I kicked off the repo with the usual structure: a facturae.gemspec, lib/, spec/, CI workflows. I set up RuboCop, RSpec, basic CI via GitHub Actions. I committed early a README with “Work in progress” so users know it’s not yet production-hardened. GitHub

Then I defined the domain model:

  • Facturee::Invoice (or similar) as a root object.
  • LineItem, Tax, Party (seller/buyer) classes.
  • A Serializer class (or module) that converts the model into the correct Facturae XML structure.ç
  • A Validator/Schema checker for mandatory fields, versioning of the Facturae spec.
  • A Repository module to persist or load invoices (e.g., from XML, to XML, maybe to DB).

Key technical decisions & trade-offs

I decided not to build heavy UI or CLI on top of the gem yet: keep the scope narrow. That means “just the core library” for now.

I opted for plain Ruby, no Rails dependencies. The gem must work in any Ruby project. That simplifies usage but means I have to implement things (e.g., I/O, file loading) manually rather than using Rails’s ActiveRecord or ActiveModel.

For the XML generation, I evaluated different approaches: builder, Nokogiri::XML, plain string templates. I chose (for flexibility) Nokogiri with builder style, to maintain strong structure and allow easy tweaks. The trade-off is slightly more code than a naive template.

Versioning: Facturae has different versions (3.2.1, 3.3, etc). I added support for version switching via configuration, but not all versions are yet fully implemented. That’s one of the “almost finished” parts.

I designed the gem using a “Context/Configuration” object allowing users to set defaults (seller default data, tax rates, formatting options). This reduces boilerplate in app usage, but adds another layer of abstraction.

I kept the repository pattern in mind: I created modules like Facturae::Repository::XMLLoader and …::XMLWriter. I didn’t go full heavy domain‐driven architecture, but enough to separate concerns.

What remains / “almost done”

Review and implement full support for all fields in the latest Facturae schema (there are many optional fields, some rarely used by typical businesses).

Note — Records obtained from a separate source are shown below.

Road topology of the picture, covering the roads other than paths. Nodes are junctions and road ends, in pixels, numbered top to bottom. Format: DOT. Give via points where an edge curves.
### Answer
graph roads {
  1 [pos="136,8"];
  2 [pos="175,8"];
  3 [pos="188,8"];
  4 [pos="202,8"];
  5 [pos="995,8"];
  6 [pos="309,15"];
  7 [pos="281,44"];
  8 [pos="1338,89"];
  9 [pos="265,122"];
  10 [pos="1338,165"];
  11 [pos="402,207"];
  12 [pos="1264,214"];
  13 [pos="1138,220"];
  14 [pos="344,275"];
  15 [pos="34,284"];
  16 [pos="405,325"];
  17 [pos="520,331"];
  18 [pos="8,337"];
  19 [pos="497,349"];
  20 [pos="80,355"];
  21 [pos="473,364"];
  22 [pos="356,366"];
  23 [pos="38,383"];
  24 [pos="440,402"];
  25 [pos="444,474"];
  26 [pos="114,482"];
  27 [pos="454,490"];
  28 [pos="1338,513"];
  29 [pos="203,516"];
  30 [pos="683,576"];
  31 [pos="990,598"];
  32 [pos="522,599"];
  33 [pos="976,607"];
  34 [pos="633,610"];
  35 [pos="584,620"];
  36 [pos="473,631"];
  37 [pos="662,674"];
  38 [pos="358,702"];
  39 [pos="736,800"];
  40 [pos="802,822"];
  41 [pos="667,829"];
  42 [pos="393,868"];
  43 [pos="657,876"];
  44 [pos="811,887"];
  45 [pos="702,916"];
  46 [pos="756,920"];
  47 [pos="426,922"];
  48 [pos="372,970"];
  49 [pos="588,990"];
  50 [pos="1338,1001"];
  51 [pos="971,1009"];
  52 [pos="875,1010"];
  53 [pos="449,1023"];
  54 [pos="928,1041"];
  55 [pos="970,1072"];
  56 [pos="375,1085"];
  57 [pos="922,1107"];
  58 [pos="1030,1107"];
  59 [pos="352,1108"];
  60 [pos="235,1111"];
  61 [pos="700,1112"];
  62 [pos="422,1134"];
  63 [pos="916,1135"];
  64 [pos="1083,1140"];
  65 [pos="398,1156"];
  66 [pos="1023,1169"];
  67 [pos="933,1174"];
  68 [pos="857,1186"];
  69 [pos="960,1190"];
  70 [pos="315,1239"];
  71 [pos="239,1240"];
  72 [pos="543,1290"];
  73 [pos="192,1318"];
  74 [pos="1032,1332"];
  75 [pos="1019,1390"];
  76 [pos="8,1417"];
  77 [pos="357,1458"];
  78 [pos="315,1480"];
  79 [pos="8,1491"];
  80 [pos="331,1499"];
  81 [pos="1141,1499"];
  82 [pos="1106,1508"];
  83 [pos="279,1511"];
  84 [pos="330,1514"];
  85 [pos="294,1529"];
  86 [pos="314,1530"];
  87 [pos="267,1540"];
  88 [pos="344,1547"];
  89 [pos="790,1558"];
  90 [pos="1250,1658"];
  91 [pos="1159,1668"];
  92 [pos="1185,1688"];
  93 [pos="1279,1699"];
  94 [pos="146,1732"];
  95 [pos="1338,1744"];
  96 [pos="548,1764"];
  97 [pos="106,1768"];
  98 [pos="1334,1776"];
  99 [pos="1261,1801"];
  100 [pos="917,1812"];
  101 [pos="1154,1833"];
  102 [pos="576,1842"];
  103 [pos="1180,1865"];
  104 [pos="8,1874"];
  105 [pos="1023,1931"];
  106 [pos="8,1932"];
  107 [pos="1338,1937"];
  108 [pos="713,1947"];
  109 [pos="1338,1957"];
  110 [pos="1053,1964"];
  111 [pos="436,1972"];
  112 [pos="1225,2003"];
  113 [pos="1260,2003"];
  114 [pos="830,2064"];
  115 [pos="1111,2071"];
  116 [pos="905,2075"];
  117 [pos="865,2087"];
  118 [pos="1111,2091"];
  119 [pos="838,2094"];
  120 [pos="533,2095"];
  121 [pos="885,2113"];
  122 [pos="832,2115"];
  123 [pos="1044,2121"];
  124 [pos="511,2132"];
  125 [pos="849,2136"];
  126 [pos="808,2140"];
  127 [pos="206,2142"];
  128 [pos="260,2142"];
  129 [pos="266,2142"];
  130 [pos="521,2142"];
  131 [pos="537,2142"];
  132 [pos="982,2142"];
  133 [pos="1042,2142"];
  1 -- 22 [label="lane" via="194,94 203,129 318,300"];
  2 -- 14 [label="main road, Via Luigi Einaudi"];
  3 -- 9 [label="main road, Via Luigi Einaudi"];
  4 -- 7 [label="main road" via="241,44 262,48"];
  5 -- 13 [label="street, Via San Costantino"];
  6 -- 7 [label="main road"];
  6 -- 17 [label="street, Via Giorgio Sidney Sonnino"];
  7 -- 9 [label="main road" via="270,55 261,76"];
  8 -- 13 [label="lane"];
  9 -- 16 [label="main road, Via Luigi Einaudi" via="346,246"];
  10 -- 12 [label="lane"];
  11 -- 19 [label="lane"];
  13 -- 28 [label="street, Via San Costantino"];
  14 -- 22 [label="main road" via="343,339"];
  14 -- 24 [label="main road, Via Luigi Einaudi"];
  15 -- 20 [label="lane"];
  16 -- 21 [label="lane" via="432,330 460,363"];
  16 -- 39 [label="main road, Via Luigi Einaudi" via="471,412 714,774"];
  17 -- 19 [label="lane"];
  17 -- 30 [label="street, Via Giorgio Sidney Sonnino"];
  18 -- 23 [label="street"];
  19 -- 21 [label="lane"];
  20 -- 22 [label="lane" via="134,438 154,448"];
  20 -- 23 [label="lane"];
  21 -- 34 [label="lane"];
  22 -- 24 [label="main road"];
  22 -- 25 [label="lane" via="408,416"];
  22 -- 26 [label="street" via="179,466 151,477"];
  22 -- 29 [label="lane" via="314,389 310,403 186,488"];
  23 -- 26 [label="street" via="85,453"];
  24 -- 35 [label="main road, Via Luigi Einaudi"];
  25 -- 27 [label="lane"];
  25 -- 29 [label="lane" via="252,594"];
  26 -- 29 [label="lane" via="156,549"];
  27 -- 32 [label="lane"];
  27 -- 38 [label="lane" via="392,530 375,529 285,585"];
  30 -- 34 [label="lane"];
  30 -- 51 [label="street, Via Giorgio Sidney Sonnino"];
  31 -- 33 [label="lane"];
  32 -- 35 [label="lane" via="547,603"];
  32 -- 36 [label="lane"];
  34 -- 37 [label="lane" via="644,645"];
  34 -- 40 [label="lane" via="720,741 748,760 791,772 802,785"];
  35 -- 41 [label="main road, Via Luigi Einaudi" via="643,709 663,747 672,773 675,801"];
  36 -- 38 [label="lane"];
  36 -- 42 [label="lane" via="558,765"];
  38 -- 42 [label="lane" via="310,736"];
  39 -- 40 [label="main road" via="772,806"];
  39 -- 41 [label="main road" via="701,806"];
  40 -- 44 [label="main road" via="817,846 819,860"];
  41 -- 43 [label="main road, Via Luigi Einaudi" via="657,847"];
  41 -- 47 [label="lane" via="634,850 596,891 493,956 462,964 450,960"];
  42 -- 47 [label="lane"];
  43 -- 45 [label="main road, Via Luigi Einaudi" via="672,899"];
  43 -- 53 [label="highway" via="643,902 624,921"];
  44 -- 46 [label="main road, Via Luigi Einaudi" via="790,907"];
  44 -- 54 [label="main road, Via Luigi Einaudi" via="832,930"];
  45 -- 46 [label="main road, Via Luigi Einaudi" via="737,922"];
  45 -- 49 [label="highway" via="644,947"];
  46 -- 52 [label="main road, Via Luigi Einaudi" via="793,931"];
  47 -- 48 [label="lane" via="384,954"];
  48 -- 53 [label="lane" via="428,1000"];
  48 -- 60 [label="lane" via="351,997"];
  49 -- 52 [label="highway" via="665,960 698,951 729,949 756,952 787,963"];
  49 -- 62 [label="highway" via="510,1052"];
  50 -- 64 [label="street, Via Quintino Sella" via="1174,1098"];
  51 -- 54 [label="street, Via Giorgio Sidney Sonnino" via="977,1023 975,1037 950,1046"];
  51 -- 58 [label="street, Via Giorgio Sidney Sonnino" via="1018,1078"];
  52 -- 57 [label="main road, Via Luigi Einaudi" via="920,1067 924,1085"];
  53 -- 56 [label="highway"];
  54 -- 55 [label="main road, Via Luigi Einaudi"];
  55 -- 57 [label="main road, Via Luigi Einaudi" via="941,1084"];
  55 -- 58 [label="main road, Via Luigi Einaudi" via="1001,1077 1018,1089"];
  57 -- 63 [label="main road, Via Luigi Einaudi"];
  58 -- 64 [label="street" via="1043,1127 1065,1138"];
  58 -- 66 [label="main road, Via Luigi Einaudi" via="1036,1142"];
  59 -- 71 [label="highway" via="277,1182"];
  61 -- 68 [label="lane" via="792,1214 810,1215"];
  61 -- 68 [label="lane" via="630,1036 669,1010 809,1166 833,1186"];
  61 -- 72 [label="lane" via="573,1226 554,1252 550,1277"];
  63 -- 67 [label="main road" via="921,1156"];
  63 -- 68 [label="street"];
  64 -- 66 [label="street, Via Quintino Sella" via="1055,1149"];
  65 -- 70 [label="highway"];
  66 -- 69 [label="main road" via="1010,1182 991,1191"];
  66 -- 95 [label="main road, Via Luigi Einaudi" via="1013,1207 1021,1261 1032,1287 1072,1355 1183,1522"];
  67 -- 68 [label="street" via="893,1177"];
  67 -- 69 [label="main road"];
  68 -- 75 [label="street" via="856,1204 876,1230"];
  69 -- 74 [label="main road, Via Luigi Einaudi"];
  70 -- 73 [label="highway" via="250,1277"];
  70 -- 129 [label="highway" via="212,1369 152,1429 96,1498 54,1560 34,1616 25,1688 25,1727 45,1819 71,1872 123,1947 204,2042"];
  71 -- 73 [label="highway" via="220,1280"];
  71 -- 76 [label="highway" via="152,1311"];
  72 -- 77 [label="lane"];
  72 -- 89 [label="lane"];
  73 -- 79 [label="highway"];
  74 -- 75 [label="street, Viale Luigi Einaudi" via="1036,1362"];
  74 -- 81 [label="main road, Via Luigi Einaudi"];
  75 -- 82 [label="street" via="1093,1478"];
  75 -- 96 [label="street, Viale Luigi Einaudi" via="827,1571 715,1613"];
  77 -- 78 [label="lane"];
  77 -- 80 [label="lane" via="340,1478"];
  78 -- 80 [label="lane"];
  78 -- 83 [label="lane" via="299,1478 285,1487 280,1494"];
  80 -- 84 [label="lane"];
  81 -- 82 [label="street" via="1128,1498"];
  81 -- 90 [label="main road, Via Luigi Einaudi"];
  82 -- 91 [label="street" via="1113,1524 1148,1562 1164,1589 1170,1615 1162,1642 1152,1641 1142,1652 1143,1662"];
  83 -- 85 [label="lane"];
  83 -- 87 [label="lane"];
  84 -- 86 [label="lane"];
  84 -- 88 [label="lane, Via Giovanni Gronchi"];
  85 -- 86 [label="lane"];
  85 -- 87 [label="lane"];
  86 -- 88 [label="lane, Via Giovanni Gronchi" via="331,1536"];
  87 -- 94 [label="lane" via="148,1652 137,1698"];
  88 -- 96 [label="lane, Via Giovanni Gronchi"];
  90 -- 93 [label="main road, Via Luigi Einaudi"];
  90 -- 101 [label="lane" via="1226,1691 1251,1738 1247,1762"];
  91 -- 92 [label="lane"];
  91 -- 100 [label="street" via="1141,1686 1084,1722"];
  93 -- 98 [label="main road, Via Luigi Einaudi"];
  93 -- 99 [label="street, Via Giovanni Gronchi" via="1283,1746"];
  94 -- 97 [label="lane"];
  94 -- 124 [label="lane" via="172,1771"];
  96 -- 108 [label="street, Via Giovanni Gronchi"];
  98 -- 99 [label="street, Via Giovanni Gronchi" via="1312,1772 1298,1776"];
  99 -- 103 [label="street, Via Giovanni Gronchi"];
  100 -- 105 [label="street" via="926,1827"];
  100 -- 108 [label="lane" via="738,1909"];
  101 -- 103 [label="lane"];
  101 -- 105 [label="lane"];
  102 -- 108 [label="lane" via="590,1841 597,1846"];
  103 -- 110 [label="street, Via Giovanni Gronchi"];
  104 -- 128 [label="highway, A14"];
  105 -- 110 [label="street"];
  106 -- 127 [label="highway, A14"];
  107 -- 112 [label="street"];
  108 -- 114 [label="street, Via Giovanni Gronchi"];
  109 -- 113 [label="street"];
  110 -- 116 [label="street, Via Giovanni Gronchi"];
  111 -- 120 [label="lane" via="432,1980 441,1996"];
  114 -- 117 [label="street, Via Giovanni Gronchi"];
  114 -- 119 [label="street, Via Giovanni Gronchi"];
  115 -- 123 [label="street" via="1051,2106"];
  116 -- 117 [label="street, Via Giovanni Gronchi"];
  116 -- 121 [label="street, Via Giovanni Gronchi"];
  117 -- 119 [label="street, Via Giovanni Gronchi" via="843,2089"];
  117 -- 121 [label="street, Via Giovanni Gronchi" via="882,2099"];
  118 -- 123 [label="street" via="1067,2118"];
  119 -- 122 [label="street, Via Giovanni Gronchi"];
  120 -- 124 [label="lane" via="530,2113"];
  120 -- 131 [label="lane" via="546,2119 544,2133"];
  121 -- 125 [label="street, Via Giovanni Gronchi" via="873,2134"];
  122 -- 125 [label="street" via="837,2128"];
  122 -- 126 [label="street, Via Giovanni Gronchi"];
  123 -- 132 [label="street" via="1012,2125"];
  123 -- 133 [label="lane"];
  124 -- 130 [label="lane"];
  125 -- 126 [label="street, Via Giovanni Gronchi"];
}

Add more sample XML files to the spec/fixtures/ folder, covering edge cases: e.g., multiple taxes, discounts, expeditions.

Improve error handling: when mandatory fields are missing or invalid, raise meaningful errors; at the moment some errors are generic.

Polish the documentation / API reference: how to plug into a Rails app, how to extend for custom fields, examples of real-world usage.

Consider publishing the gem to RubyGems, with versioning and changelog (I have a CHANGELOG.md but no release yet).

Add optional features like CSV import of line items, or integration with ActiveModel for Rails users.

Reflections from building it

Well, I’m reminded how fun it is to build a “library” for developers. You think about the API, the ergonomics for a person like you, not just the functionality. That differs from building end-user features, and that’s what I enjoy the most.

Writing clear specs early pays off: when I changed the internal model I could rerun tests and be confident I didn’t break the XML output, yay!

Even though this is “just a gem” (maybe not even that much), I treated it like a small product: domain modelling, OOP, versioning, documentation and thinking in long term maintenance.

Kept the surface area small: no rails magic, just plain Ruby; that helps with gem reuse, but some convenience is lost (for example, built‐in validations would have been easy in Rails, but not worth the hassle for a gem).

The hardest part: dealing with the multiplicity of optional fields and the variety of real-world invoicing practices. The modeling is… well, not easy at first. Real World(TM) businesses often have weird combinations of taxes, discounts, shipping, retentions, whatever the Gods of Taxes want them to do. Ensuring the library is flexible but keeps the spec’s integrity is tricky. Also signatures are a bit (no, fucking really) boring to implement.

What’s next (if I ever finish it)

This gem may stay lightweight, or evolve into a richer ecosystem (gem plus CLI plus Rails engine). Either way, finishing this piece now will let me reuse it elsewhere and reduce duplication in future projects.